(Above) The finished heat shield for NASA’s Mars Science Laboratory, with a diameter of 4.5 meters (14 feet, 9 inches), is the largest ever built for descending through the atmosphere of any planet. This image shows the heat shield and a spacecraft worker at Lockheed Martin Space Systems, Denver, which built and tested the heat shield.
Lockheed Martin completed production and testing of the heatshield for NASA’s Mars Science Laboratory (MSL). The heatshield is half of the large and sophisticated two-part aeroshell that will encapsulate and protect the Curiosity rover during its deep space cruise to Mars, and from the intense heat and friction that will be generated as the system descends through the Martian atmosphere.
In October 2008, Lockheed Martin delivered the other half of the aeroshell, the backshell, to NASA’s Jet Propulsion Laboratory in Pasadena, Calif. where it is being integrated with other flight systems. The heatshield will be stored at Lockheed Martin facilities near Denver, Colo. until early 2011 when it will be shipped to Kennedy Space Center.
The aeroshell/heatshield is the largest ever built to be flown at 4.5 meters (nearly 15 feet) in diameter. In contrast, the aeroshells/heatshields of the Spirit and Opportunity Mars Exploration Rovers measured 8.5 feet and Apollo capsule heatshields measured just less than 13 feet.
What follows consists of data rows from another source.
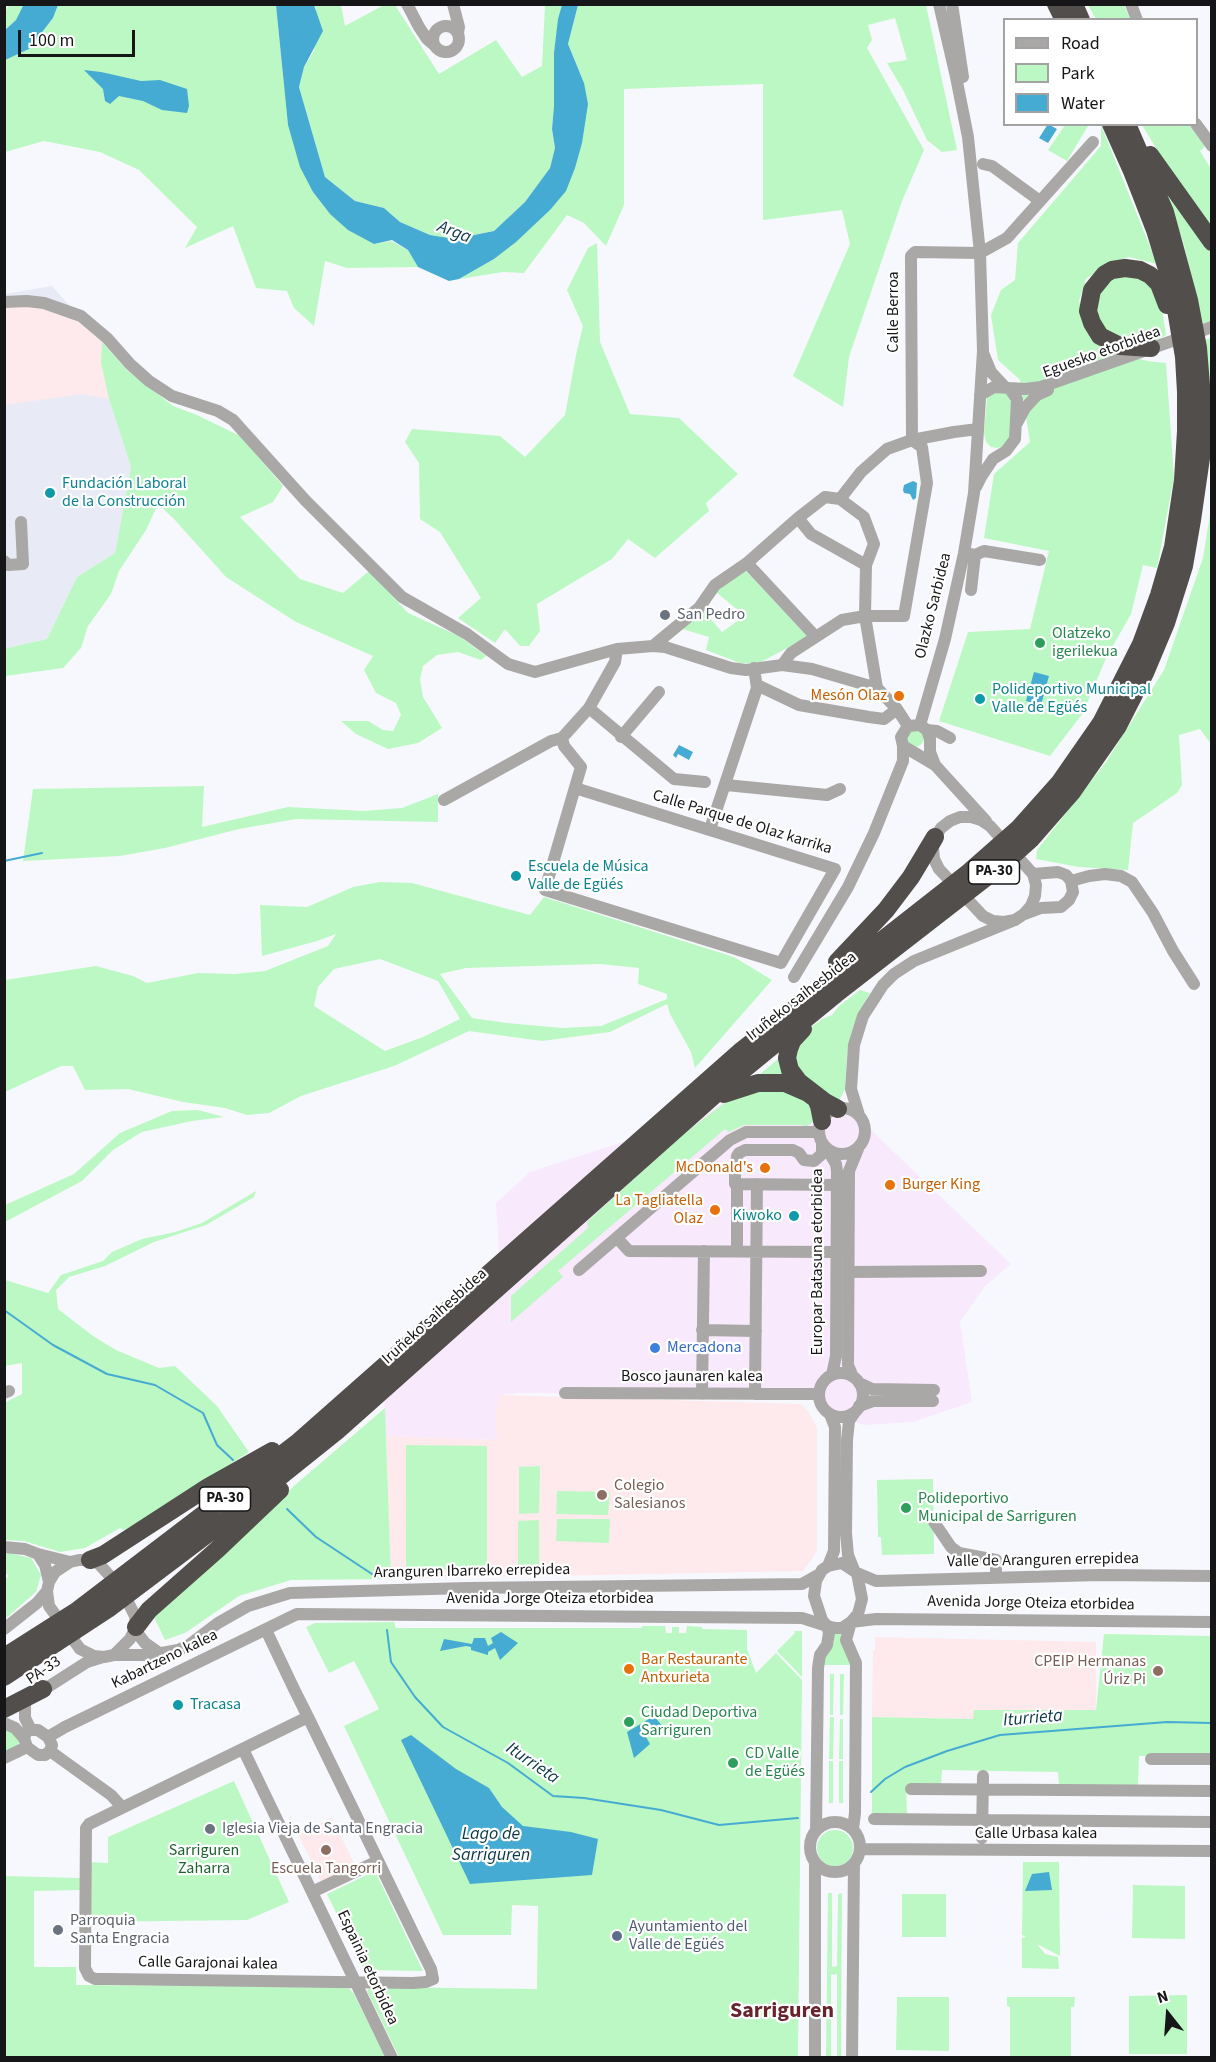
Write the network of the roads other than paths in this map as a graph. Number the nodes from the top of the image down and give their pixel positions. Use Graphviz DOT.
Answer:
graph roads {
  1 [pos="407,4"];
  2 [pos="453,4"];
  3 [pos="939,4"];
  4 [pos="952,4"];
  5 [pos="1056,4"];
  6 [pos="1074,4"];
  7 [pos="1063,18"];
  8 [pos="1080,18"];
  9 [pos="416,19"];
  10 [pos="441,28"];
  11 [pos="458,33"];
  12 [pos="434,45"];
  13 [pos="1198,125"];
  14 [pos="1112,126"];
  15 [pos="1128,126"];
  16 [pos="1134,126"];
  17 [pos="968,137"];
  18 [pos="1093,142"];
  19 [pos="1212,146"];
  20 [pos="983,164"];
  21 [pos="1041,201"];
  22 [pos="1212,242"];
  23 [pos="980,253"];
  24 [pos="4,302"];
  25 [pos="1212,329"];
  26 [pos="1159,347"];
  27 [pos="983,351"];
  28 [pos="1006,387"];
  29 [pos="980,395"];
  30 [pos="1017,423"];
  31 [pos="978,435"];
  32 [pos="912,440"];
  33 [pos="1006,451"];
  34 [pos="1212,469"];
  35 [pos="1183,480"];
  36 [pos="974,494"];
  37 [pos="840,499"];
  38 [pos="798,518"];
  39 [pos="21,522"];
  40 [pos="970,554"];
  41 [pos="1040,560"];
  42 [pos="4,561"];
  43 [pos="747,563"];
  44 [pos="866,565"];
  45 [pos="972,590"];
  46 [pos="865,616"];
  47 [pos="815,636"];
  48 [pos="653,646"];
  49 [pos="617,650"];
  50 [pos="782,665"];
  51 [pos="754,668"];
  52 [pos="1145,673"];
  53 [pos="757,685"];
  54 [pos="877,688"];
  55 [pos="658,692"];
  56 [pos="589,708"];
  57 [pos="897,708"];
  58 [pos="923,732"];
  59 [pos="621,737"];
  60 [pos="562,738"];
  61 [pos="909,749"];
  62 [pos="935,765"];
  63 [pos="705,782"];
  64 [pos="726,784"];
  65 [pos="955,787"];
  66 [pos="575,788"];
  67 [pos="840,789"];
  68 [pos="1069,795"];
  69 [pos="444,800"];
  70 [pos="950,821"];
  71 [pos="990,826"];
  72 [pos="710,829"];
  73 [pos="935,837"];
  74 [pos="1033,874"];
  75 [pos="1071,881"];
  76 [pos="976,910"];
  77 [pos="1020,917"];
  78 [pos="962,940"];
  79 [pos="794,977"];
  80 [pos="1194,984"];
  81 [pos="804,1028"];
  82 [pos="742,1050"];
  83 [pos="850,1089"];
  84 [pos="724,1094"];
  85 [pos="839,1109"];
  86 [pos="859,1115"];
  87 [pos="823,1136"];
  88 [pos="730,1140"];
  89 [pos="858,1149"];
  90 [pos="740,1152"];
  91 [pos="737,1184"];
  92 [pos="757,1184"];
  93 [pos="837,1185"];
  94 [pos="617,1238"];
  95 [pos="704,1251"];
  96 [pos="737,1251"];
  97 [pos="755,1251"];
  98 [pos="837,1252"];
  99 [pos="579,1270"];
  100 [pos="981,1271"];
  101 [pos="849,1272"];
  102 [pos="432,1322"];
  103 [pos="702,1330"];
  104 [pos="756,1331"];
  105 [pos="832,1376"];
  106 [pos="856,1380"];
  107 [pos="565,1394"];
  108 [pos="702,1394"];
  109 [pos="754,1394"];
  110 [pos="819,1394"];
  111 [pos="857,1409"];
  112 [pos="830,1414"];
  113 [pos="304,1464"];
  114 [pos="934,1522"];
  115 [pos="4,1547"];
  116 [pos="38,1554"];
  117 [pos="90,1560"];
  118 [pos="70,1562"];
  119 [pos="164,1566"];
  120 [pos="828,1566"];
  121 [pos="856,1572"];
  122 [pos="818,1575"];
  123 [pos="1212,1576"];
  124 [pos="996,1578"];
  125 [pos="876,1581"];
  126 [pos="801,1584"];
  127 [pos="48,1586"];
  128 [pos="862,1595"];
  129 [pos="814,1599"];
  130 [pos="297,1614"];
  131 [pos="802,1618"];
  132 [pos="876,1619"];
  133 [pos="851,1622"];
  134 [pos="1212,1622"];
  135 [pos="827,1626"];
  136 [pos="135,1628"];
  137 [pos="4,1629"];
  138 [pos="266,1630"];
  139 [pos="159,1653"];
  140 [pos="109,1656"];
  141 [pos="4,1657"];
  142 [pos="4,1677"];
  143 [pos="43,1689"];
  144 [pos="24,1706"];
  145 [pos="4,1709"];
  146 [pos="4,1716"];
  147 [pos="308,1717"];
  148 [pos="4,1723"];
  149 [pos="48,1737"];
  150 [pos="27,1738"];
  151 [pos="243,1749"];
  152 [pos="50,1751"];
  153 [pos="4,1758"];
  154 [pos="1151,1759"];
  155 [pos="1212,1759"];
  156 [pos="983,1783"];
  157 [pos="911,1789"];
  158 [pos="1212,1791"];
  159 [pos="122,1807"];
  160 [pos="874,1819"];
  161 [pos="982,1820"];
  162 [pos="1212,1822"];
  163 [pos="853,1829"];
  164 [pos="816,1831"];
  165 [pos="981,1838"];
  166 [pos="860,1849"];
  167 [pos="1212,1851"];
  168 [pos="378,1861"];
  169 [pos="815,1862"];
  170 [pos="854,1863"];
  171 [pos="312,1892"];
  172 [pos="356,1982"];
  173 [pos="392,2058"];
  174 [pos="815,2058"];
  175 [pos="852,2058"];
  1 -- 9 [label="street"];
  2 -- 10 [label="street"];
  2 -- 11 [label="street"];
  3 -- 17 [label="street"];
  4 -- 17 [label="street"];
  5 -- 7 [label="highway"];
  6 -- 8 [label="highway"];
  9 -- 10 [label="street"];
  9 -- 12 [label="street"];
  10 -- 11 [label="street"];
  10 -- 12 [label="street"];
  11 -- 12 [label="street"];
  13 -- 19 [label="street"];
  14 -- 35 [label="highway, Iruñeko saihesbidea / PA-30"];
  15 -- 52 [label="highway, Iruñeko saihesbidea / PA-30"];
  16 -- 22 [label="highway"];
  17 -- 23 [label="street"];
  18 -- 21 [label="street"];
  20 -- 21 [label="street"];
  21 -- 23 [label="street"];
  23 -- 27 [label="street"];
  23 -- 32 [label="street, Calle Berroa"];
  24 -- 49 [label="street"];
  25 -- 26 [label="street, Eguesko etorbidea"];
  26 -- 28 [label="street, Eguesko etorbidea"];
  26 -- 30 [label="street, Eguesko etorbidea"];
  26 -- 35 [label="highway"];
  27 -- 28 [label="street"];
  27 -- 29 [label="street"];
  28 -- 29 [label="street"];
  28 -- 30 [label="street"];
  29 -- 31 [label="street"];
  30 -- 33 [label="street"];
  31 -- 32 [label="street"];
  31 -- 33 [label="street"];
  31 -- 36 [label="street, Olazko Sarbidea"];
  32 -- 37 [label="street"];
  32 -- 46 [label="street"];
  33 -- 36 [label="street, Olazko Sarbidea"];
  34 -- 52 [label="highway"];
  35 -- 82 [label="highway, Iruñeko saihesbidea / PA-30"];
  36 -- 40 [label="street, Olazko Sarbidea"];
  37 -- 38 [label="street"];
  37 -- 44 [label="street"];
  38 -- 43 [label="street"];
  38 -- 44 [label="street"];
  39 -- 42 [label="street"];
  40 -- 41 [label="street"];
  40 -- 45 [label="street"];
  40 -- 58 [label="street, Olazko Sarbidea"];
  43 -- 47 [label="street"];
  43 -- 48 [label="street"];
  44 -- 46 [label="street"];
  46 -- 47 [label="street"];
  46 -- 54 [label="street"];
  47 -- 50 [label="street"];
  48 -- 49 [label="street"];
  48 -- 51 [label="street"];
  49 -- 56 [label="street"];
  50 -- 51 [label="street"];
  50 -- 54 [label="street"];
  51 -- 53 [label="street"];
  52 -- 68 [label="highway, Iruñeko saihesbidea / PA-30"];
  53 -- 57 [label="street"];
  53 -- 64 [label="street"];
  54 -- 57 [label="street"];
  55 -- 59 [label="street"];
  56 -- 59 [label="street"];
  56 -- 60 [label="street"];
  57 -- 58 [label="street"];
  58 -- 61 [label="street"];
  58 -- 61 [label="street, Olazko Sarbidea"];
  58 -- 62 [label="street"];
  59 -- 63 [label="street"];
  60 -- 66 [label="street"];
  60 -- 69 [label="street"];
  61 -- 62 [label="street"];
  61 -- 79 [label="street"];
  62 -- 65 [label="street"];
  64 -- 67 [label="street"];
  64 -- 72 [label="street"];
  65 -- 70 [label="street"];
  65 -- 71 [label="street"];
  66 -- 72 [label="street, Calle Parque de Olaz karrika"];
  66 -- 72 [label="street, Calle Parque de Olaz karrika"];
  68 -- 81 [label="highway"];
  68 -- 119 [label="highway, Iruñeko saihesbidea / PA-30"];
  70 -- 71 [label="street"];
  70 -- 73 [label="street"];
  71 -- 74 [label="street"];
  73 -- 76 [label="street"];
  73 -- 82 [label="highway"];
  74 -- 75 [label="street"];
  74 -- 77 [label="street"];
  75 -- 77 [label="street"];
  75 -- 80 [label="street"];
  76 -- 77 [label="street"];
  76 -- 78 [label="street"];
  77 -- 78 [label="street"];
  78 -- 83 [label="street"];
  81 -- 84 [label="highway"];
  81 -- 85 [label="highway"];
  82 -- 102 [label="highway, Iruñeko saihesbidea / PA-30"];
  83 -- 85 [label="street"];
  83 -- 86 [label="street"];
  84 -- 87 [label="highway"];
  84 -- 113 [label="highway"];
  85 -- 86 [label="street"];
  85 -- 87 [label="street"];
  86 -- 89 [label="street"];
  87 -- 88 [label="street"];
  87 -- 89 [label="street"];
  87 -- 90 [label="street"];
  87 -- 93 [label="street, Europar Batasuna etorbidea"];
  88 -- 90 [label="street"];
  88 -- 94 [label="street"];
  89 -- 101 [label="street, Europar Batasuna etorbidea"];
  90 -- 91 [label="street"];
  91 -- 92 [label="street"];
  91 -- 96 [label="street"];
  92 -- 93 [label="street"];
  92 -- 97 [label="street"];
  93 -- 98 [label="street, Europar Batasuna etorbidea"];
  94 -- 95 [label="street"];
  94 -- 99 [label="street"];
  95 -- 96 [label="street"];
  95 -- 103 [label="street"];
  96 -- 97 [label="street"];
  97 -- 98 [label="street"];
  97 -- 104 [label="street"];
  98 -- 105 [label="street, Europar Batasuna etorbidea"];
  100 -- 101 [label="street, Europar Batasuna etorbidea"];
  101 -- 106 [label="street, Europar Batasuna etorbidea"];
  102 -- 117 [label="highway"];
  102 -- 141 [label="highway, Iruñeko saihesbidea / PA-30"];
  103 -- 104 [label="street"];
  103 -- 108 [label="street"];
  104 -- 109 [label="street"];
  105 -- 106 [label="street"];
  105 -- 110 [label="street"];
  106 -- 111 [label="street"];
  106 -- 111 [label="street"];
  107 -- 108 [label="street, Bosco jaunaren kalea"];
  108 -- 109 [label="street, Bosco jaunaren kalea"];
  109 -- 110 [label="street, Bosco jaunaren kalea"];
  110 -- 112 [label="street"];
  111 -- 112 [label="street"];
  111 -- 121 [label="street"];
  112 -- 120 [label="street"];
  113 -- 119 [label="highway"];
  113 -- 136 [label="highway"];
  114 -- 124 [label="street"];
  115 -- 116 [label="street"];
  116 -- 118 [label="street"];
  116 -- 127 [label="street"];
  117 -- 118 [label="street"];
  117 -- 136 [label="street"];
  118 -- 127 [label="street"];
  119 -- 142 [label="highway, Iruñeko saihesbidea / PA-30"];
  120 -- 121 [label="street"];
  120 -- 122 [label="street"];
  121 -- 125 [label="street"];
  121 -- 128 [label="street"];
  122 -- 126 [label="street"];
  122 -- 129 [label="street"];
  123 -- 124 [label="street, Valle de Aranguren errepidea"];
  124 -- 125 [label="street, Valle de Aranguren errepidea"];
  125 -- 128 [label="street"];
  126 -- 129 [label="street"];
  126 -- 139 [label="street, Aranguren Ibarreko errepidea"];
  127 -- 137 [label="street"];
  127 -- 140 [label="street"];
  128 -- 132 [label="street"];
  128 -- 133 [label="street"];
  129 -- 131 [label="street"];
  129 -- 135 [label="street"];
  130 -- 131 [label="street, Avenida Jorge Oteiza etorbidea"];
  130 -- 138 [label="street, Kabartzeno kalea"];
  131 -- 135 [label="street, Avenida Jorge Oteiza etorbidea"];
  132 -- 133 [label="street, Avenida Jorge Oteiza etorbidea"];
  132 -- 134 [label="street, Avenida Jorge Oteiza etorbidea"];
  133 -- 135 [label="street"];
  133 -- 163 [label="street"];
  135 -- 164 [label="street"];
  136 -- 139 [label="street"];
  136 -- 140 [label="street"];
  138 -- 147 [label="street, Calle Garajonai kalea"];
  138 -- 149 [label="street, Kabartzeno kalea"];
  139 -- 140 [label="street, Aranguren Ibarreko errepidea"];
  140 -- 143 [label="street, PA-33"];
  143 -- 144 [label="street, PA-33"];
  143 -- 145 [label="highway"];
  144 -- 146 [label="street, PA-33"];
  144 -- 150 [label="street"];
  147 -- 151 [label="street, Calle Garajonai kalea"];
  147 -- 168 [label="street, Calle Garajonai kalea"];
  148 -- 150 [label="street"];
  149 -- 150 [label="street"];
  149 -- 152 [label="street"];
  150 -- 152 [label="street"];
  150 -- 153 [label="street"];
  151 -- 159 [label="street, Calle Garajonai kalea"];
  151 -- 171 [label="street, Espainia etorbidea"];
  152 -- 159 [label="street"];
  154 -- 155 [label="street"];
  156 -- 157 [label="street"];
  156 -- 158 [label="street"];
  156 -- 161 [label="street, Calle Urbasa kalea"];
  159 -- 172 [label="street, Calle Garajonai kalea"];
  160 -- 161 [label="street, Calle Urbasa kalea"];
  161 -- 162 [label="street, Calle Urbasa kalea"];
  161 -- 165 [label="street, Calle Urbasa kalea"];
  163 -- 164 [label="street"];
  163 -- 166 [label="street"];
  164 -- 169 [label="street"];
  166 -- 167 [label="street, Calle Urbasa kalea"];
  166 -- 170 [label="street"];
  168 -- 171 [label="street"];
  168 -- 172 [label="street, Calle Garajonai kalea"];
  169 -- 170 [label="street"];
  169 -- 174 [label="street"];
  170 -- 175 [label="street"];
  171 -- 172 [label="street, Espainia etorbidea"];
  172 -- 173 [label="street, Espainia etorbidea"];
}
Because of the unique entry trajectory profile that could create external temperatures up to 3,800 degrees Fahrenheit, the heatshield uses a tiled Phenolic Impregnated Carbon Ablator (PICA) thermal protection system instead of the Mars heritage Super Lightweight Ablator (SLA) 561V. This will be the first time PICA has flown on a Mars mission. Invented by NASA Ames Research Center, PICA was first flown as the thermal protection system on the heatshield of the Stardust Sample Return Capsule that is now in the Smithsonian Air and Space Museum.
“The Mars Science Laboratory aeroshell is the most complex capsule to fly to Mars,” said Rich Hund, MSL program manager at Lockheed Martin Space Systems Company. “The design had to address the large size and weight of the rover, the largest ever sent to Mars, and the requirement for landing at a more-precise point on Mars.”
The aeroshell has a steering capability that is produced by ejecting ballast that off-sets the center-of-mass prior to entry into the atmosphere. This off-set creates lift as it interacts with the thin Martian atmosphere and allows roll control and autonomous steering through the use of thrusters.
Prior to shipping to Kennedy Space Center, engineers will install the MSL Entry Descent and Landing Instrumentation (MEDLI) suite on the heatshield. Developed by NASA Langley Research Center, the MEDLI instrumentation will measure heatshield temperatures and atmospheric pressures as the aeroshell descends through the Martian atmosphere.
Scheduled for launch in the fall of 2011, the Curiosity rover – built by the Jet Propulsion Laboratory – will support the Mars Exploration Program’s strategy of “follow the water” and will have the science goals of determining whether the planet was ever habitable, characterizing the climate and geology of Mars, and preparing for human exploration.